Director: Vatsal Neelakantan
Cast: Babil Khan, Amrith Jayan, Medha Rana, Aadhya Anand, Ninad Kamat, Juhi Chawla Mehta
Where: Streaming now on Netflix
Rating: 2.5 stars
Given that today's teens are much more susceptible to the trappings of social media and peer pressure, it becomes important that Friday Night Plan, the new Netflix film from the Excel Entertainment vault, offers a lot more nuances and emotional arcs, in an otherwise too clean-to-a-fault teen drama.
Directed by Vatsal Neelakantan, FNP is about two bickering brothers who hold contrasting outlooks towards life and how a random night-out can help them iron out their burning differences.

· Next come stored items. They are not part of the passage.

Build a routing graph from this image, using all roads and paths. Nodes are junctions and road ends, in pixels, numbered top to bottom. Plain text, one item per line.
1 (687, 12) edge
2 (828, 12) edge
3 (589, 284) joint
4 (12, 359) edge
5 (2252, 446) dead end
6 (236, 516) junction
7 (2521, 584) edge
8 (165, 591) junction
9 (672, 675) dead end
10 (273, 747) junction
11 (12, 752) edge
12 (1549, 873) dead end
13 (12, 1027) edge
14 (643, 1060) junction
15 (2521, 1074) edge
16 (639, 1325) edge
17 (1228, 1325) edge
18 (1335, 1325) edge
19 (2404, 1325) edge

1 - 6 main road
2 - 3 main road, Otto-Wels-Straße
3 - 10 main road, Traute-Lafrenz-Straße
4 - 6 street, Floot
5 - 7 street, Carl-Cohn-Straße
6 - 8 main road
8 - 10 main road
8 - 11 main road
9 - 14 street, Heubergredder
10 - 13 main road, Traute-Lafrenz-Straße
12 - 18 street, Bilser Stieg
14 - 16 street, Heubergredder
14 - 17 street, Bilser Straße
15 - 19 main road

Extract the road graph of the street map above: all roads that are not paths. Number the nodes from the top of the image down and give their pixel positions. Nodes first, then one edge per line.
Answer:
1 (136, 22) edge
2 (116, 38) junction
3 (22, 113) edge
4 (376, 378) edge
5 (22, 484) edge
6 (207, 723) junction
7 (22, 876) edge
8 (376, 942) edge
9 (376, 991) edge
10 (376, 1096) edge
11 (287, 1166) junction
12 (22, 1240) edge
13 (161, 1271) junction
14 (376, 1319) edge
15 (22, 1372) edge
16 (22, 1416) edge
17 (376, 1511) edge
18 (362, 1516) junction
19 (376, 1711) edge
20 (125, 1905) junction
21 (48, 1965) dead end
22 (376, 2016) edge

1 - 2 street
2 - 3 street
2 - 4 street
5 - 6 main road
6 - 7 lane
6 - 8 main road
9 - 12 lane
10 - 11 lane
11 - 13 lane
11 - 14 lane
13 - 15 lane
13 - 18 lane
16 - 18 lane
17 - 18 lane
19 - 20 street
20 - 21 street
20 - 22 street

Sidharth aka Sid (Babil Khan) is your regular front-bencher, good boy, who is academically inclined and evidently the responsible elder brother. In short, boring. Aditya aka Adi (Amrith Jayan) on the other hand wants to live life as per the moment. A chance football match witnesses Sid score the winning goal and suddenly, he is the center of attention. To celebrate his win and ring in the weekend, Adi tags his straight-laced brother to a party while their mother (Juhi Chawla Mehta in a delightful cameo) is away on a work-trip to Pune. A series of mishaps follow and the brothers must put their differences aside to survive the night and keep trouble at bay.
Coasting smoothly for over 1 hour and 45 minutes, FNP at best can be summed up as a popcorn watch. While it's not silly and immature in its treatment, the film fails to challenge its own characters and the eventual demographic that it is targeting. We've seen better films and series where there are a lot more nuances and conflicts involved from Netflix alone. I'm not expecting a Kapoor and Sons thrown into the mix because that caters to a different age group, but FNP never enhances intelligence or emotional maturity in its narrative. Which fairly, isn't too high an expectation. Unfortunately, the emerging generation is looked down upon and dismissed mostly as frivolous and stupid. It then becomes important to highlight the collective understanding and integrity that is vaguely present. Sadly, the film fails to delve further there.
Nevertheless, if at all you choose to watch the film, it’s strictly for the performances of both Babil and Amrith. Following a striking debut with Netflix in Qala, Babil works his boyish charm to come across convincingly as an 18-year-old, whose awkwardness is his biggest hindrance. He effortlessly switches between confused and as someone who is in charge of the situation, without letting us disconnect from Sid. Amrith is equally compelling as Adi. As the voice of reason who urges his brother to loosen up and enjoy life a little, Adi’s actions and quirks seem childish, yet they are affable and makes one easily wanting to be forgiving. Medha Rana and Aadhya Anand as Natasha and Nitya respectively offer dignified acts. They aren’t painted as your pretty, cute, popular girls in school longing for attention, but they are young women with emotional depth. Ninad Kamat as SI Pingale is a hoot in his limited screen-time. It’s also funny that the makers don’t feel a need to give Juhi’s character a name. She is just credited as Ma.
Friday Night Plan works if you strictly have nothing else to watch. Personally, my only joyous takeaway from the film was to watch indie favourites Dhruv Visvanath, Skrat and When Chai Met Toast being credited for the music. That certainly calls for repeated listening.